Goal of the exercise
Searching the material below, find each line that includes the word "Burdwan", and copy it.

Provided entries
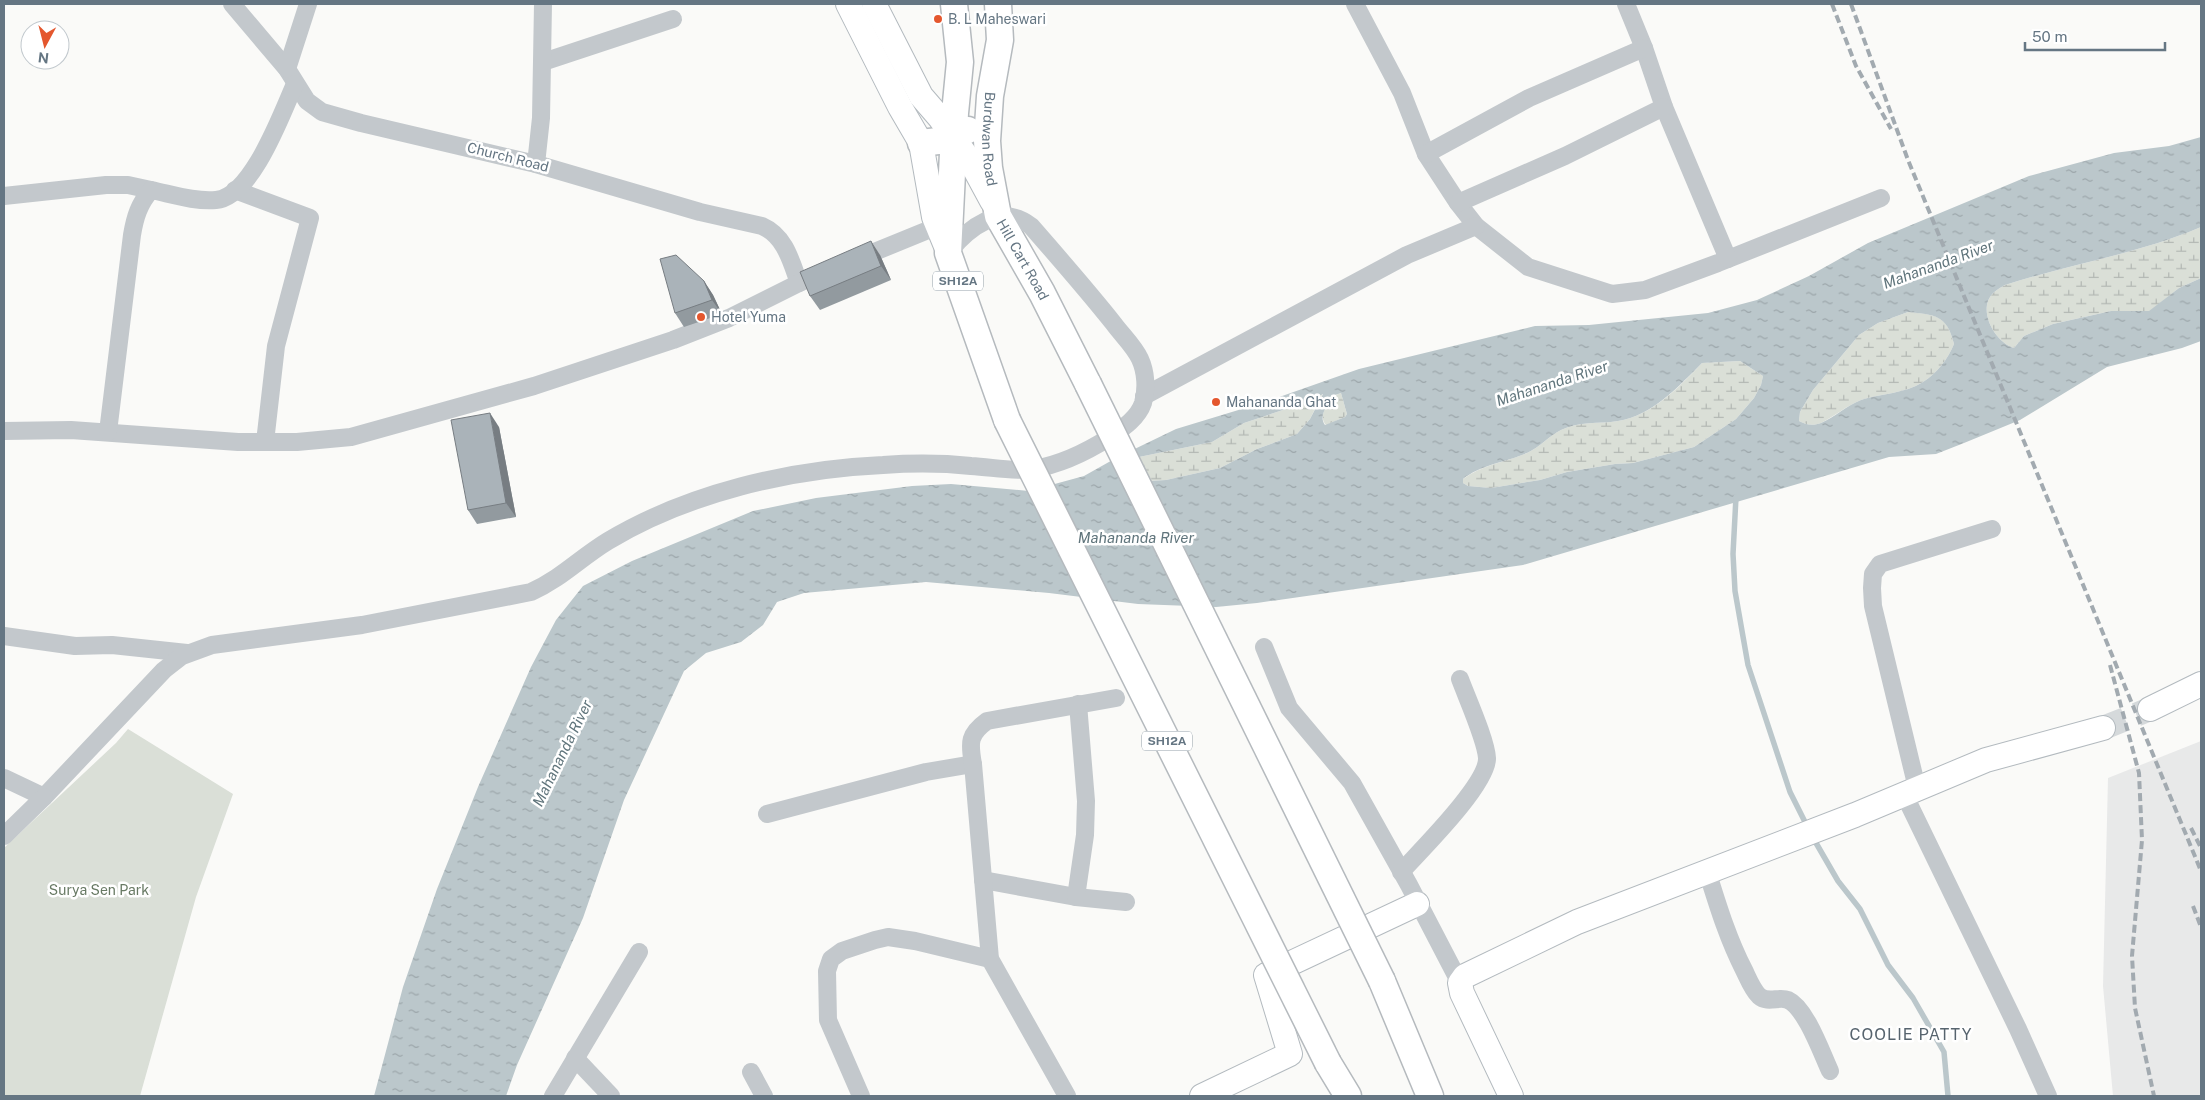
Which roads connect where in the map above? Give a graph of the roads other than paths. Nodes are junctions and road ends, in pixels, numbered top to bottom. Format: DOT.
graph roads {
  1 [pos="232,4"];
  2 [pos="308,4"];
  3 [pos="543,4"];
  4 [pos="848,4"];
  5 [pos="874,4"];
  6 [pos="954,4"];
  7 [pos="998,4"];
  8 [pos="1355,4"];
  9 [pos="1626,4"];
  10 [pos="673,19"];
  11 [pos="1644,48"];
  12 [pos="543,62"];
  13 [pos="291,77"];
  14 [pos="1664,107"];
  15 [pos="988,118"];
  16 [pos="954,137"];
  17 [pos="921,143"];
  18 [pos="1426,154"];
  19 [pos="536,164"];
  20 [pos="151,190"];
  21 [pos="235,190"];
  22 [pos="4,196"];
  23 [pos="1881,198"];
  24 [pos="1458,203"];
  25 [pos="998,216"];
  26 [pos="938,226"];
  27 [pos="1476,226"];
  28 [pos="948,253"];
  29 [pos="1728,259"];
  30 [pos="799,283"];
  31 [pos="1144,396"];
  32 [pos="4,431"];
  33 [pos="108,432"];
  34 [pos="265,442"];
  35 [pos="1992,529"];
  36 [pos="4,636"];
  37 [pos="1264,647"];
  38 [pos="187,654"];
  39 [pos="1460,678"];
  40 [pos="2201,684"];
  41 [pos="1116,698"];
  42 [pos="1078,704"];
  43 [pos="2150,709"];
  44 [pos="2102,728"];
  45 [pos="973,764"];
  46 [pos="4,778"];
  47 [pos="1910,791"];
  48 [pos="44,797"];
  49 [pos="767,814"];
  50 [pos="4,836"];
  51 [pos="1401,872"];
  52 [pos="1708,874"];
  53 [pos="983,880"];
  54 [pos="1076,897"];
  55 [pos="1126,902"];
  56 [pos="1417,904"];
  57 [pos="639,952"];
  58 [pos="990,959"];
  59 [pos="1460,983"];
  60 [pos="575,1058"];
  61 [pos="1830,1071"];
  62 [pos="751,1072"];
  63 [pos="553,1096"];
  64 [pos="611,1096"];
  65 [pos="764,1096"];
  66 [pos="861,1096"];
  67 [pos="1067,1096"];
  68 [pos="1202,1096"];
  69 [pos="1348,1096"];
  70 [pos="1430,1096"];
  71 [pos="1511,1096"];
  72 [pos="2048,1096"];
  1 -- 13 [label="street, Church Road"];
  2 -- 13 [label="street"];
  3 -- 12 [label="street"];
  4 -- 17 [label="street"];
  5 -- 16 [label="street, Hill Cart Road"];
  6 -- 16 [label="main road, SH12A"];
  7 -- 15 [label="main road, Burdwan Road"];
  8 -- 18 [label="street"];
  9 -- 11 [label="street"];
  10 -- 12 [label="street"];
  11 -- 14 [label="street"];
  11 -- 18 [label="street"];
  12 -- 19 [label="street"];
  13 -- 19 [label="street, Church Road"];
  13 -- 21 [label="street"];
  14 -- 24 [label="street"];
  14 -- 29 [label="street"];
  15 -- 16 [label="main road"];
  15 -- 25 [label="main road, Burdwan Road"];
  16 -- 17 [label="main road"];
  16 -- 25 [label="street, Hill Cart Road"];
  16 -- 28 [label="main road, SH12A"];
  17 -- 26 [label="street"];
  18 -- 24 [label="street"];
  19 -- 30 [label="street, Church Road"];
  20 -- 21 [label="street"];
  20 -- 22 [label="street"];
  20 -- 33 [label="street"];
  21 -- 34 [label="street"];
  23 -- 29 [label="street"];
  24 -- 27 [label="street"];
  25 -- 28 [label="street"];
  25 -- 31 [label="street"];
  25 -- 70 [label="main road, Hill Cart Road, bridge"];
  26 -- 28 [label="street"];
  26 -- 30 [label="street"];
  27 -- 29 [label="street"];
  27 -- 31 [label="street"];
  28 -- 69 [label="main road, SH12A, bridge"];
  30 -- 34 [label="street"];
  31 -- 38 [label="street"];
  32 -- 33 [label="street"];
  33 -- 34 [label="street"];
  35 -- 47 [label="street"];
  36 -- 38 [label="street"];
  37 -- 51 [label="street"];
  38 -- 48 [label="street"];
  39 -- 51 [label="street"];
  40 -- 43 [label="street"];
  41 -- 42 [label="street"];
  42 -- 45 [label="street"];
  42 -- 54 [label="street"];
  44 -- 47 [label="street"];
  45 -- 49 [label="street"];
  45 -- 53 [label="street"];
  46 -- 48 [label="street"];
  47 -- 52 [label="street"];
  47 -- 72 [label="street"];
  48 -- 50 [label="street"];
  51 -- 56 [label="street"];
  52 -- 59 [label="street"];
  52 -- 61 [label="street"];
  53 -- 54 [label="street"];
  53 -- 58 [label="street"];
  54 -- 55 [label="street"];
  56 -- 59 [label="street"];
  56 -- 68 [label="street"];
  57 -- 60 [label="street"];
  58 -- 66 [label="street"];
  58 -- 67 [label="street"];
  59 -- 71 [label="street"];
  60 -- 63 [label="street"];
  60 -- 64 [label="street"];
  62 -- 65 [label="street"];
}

Reply to the exercise
  7 -- 15 [label="main road, Burdwan Road"];
  15 -- 25 [label="main road, Burdwan Road"];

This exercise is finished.